PROBLEM TO SOLVE: The reply should hold every record, copied exactly, and none of the pictures.

--- THE RECORDS ---

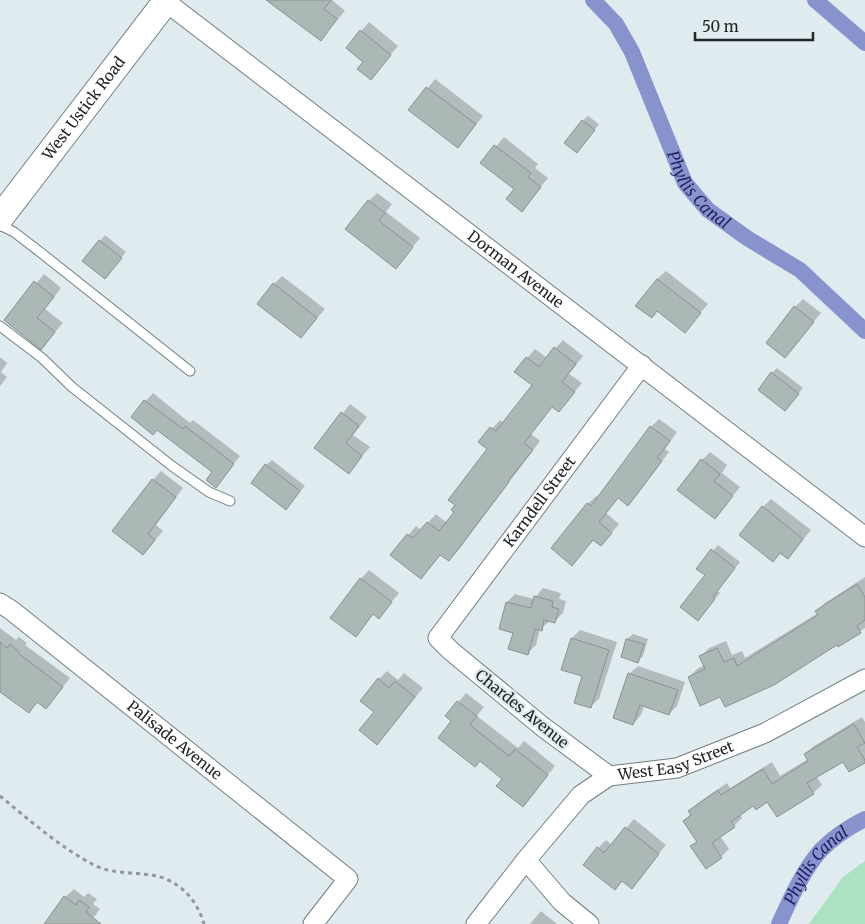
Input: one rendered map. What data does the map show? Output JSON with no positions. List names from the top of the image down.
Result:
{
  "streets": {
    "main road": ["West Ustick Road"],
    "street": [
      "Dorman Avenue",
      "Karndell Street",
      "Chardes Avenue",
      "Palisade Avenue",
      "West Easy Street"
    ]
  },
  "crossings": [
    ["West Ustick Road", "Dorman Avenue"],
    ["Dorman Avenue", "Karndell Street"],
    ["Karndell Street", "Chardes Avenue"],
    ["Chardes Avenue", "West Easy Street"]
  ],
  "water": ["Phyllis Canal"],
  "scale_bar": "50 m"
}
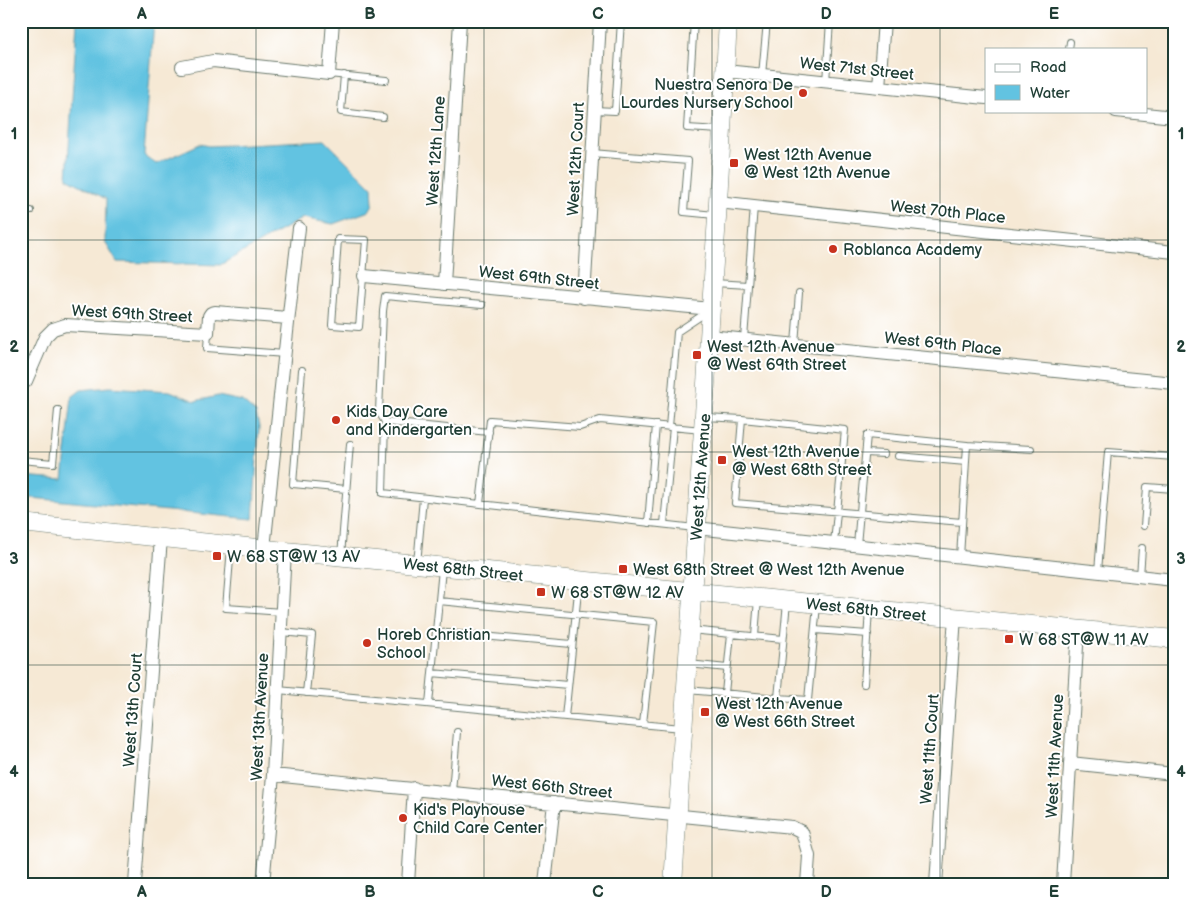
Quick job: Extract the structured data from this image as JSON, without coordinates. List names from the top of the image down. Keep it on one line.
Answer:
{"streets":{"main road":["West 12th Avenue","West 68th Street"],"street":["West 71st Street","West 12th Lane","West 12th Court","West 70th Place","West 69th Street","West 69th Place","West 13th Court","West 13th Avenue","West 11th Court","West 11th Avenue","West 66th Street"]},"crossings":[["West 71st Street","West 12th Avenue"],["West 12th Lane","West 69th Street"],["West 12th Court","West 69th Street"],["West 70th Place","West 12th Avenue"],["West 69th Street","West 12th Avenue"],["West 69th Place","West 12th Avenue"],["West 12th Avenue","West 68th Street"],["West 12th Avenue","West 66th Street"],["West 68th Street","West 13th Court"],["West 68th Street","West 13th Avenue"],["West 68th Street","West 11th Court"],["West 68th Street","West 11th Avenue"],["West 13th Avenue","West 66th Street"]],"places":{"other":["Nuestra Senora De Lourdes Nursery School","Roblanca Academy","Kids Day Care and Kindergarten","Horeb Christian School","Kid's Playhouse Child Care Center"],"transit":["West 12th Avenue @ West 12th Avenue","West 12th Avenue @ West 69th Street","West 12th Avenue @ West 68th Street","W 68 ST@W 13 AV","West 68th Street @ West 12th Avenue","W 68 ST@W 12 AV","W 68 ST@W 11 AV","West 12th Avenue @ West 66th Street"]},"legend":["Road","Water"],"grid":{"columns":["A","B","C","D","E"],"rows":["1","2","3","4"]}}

---

OUTPUT FOR THIS TASK:
Input: one rendered map. What data does the map show? Output JSON with no positions. List names from the top of the image down.
Result:
{
  "streets": {
    "main road": ["West Ustick Road"],
    "street": [
      "Dorman Avenue",
      "Karndell Street",
      "Chardes Avenue",
      "Palisade Avenue",
      "West Easy Street"
    ]
  },
  "crossings": [
    ["West Ustick Road", "Dorman Avenue"],
    ["Dorman Avenue", "Karndell Street"],
    ["Karndell Street", "Chardes Avenue"],
    ["Chardes Avenue", "West Easy Street"]
  ],
  "water": ["Phyllis Canal"],
  "scale_bar": "50 m"
}
Quick job: Extract the structured data from this image as JSON, without coordinates. List names from the top of the image down. Keep it on one line.
Answer:
{"streets":{"main road":["West 12th Avenue","West 68th Street"],"street":["West 71st Street","West 12th Lane","West 12th Court","West 70th Place","West 69th Street","West 69th Place","West 13th Court","West 13th Avenue","West 11th Court","West 11th Avenue","West 66th Street"]},"crossings":[["West 71st Street","West 12th Avenue"],["West 12th Lane","West 69th Street"],["West 12th Court","West 69th Street"],["West 70th Place","West 12th Avenue"],["West 69th Street","West 12th Avenue"],["West 69th Place","West 12th Avenue"],["West 12th Avenue","West 68th Street"],["West 12th Avenue","West 66th Street"],["West 68th Street","West 13th Court"],["West 68th Street","West 13th Avenue"],["West 68th Street","West 11th Court"],["West 68th Street","West 11th Avenue"],["West 13th Avenue","West 66th Street"]],"places":{"other":["Nuestra Senora De Lourdes Nursery School","Roblanca Academy","Kids Day Care and Kindergarten","Horeb Christian School","Kid's Playhouse Child Care Center"],"transit":["West 12th Avenue @ West 12th Avenue","West 12th Avenue @ West 69th Street","West 12th Avenue @ West 68th Street","W 68 ST@W 13 AV","West 68th Street @ West 12th Avenue","W 68 ST@W 12 AV","W 68 ST@W 11 AV","West 12th Avenue @ West 66th Street"]},"legend":["Road","Water"],"grid":{"columns":["A","B","C","D","E"],"rows":["1","2","3","4"]}}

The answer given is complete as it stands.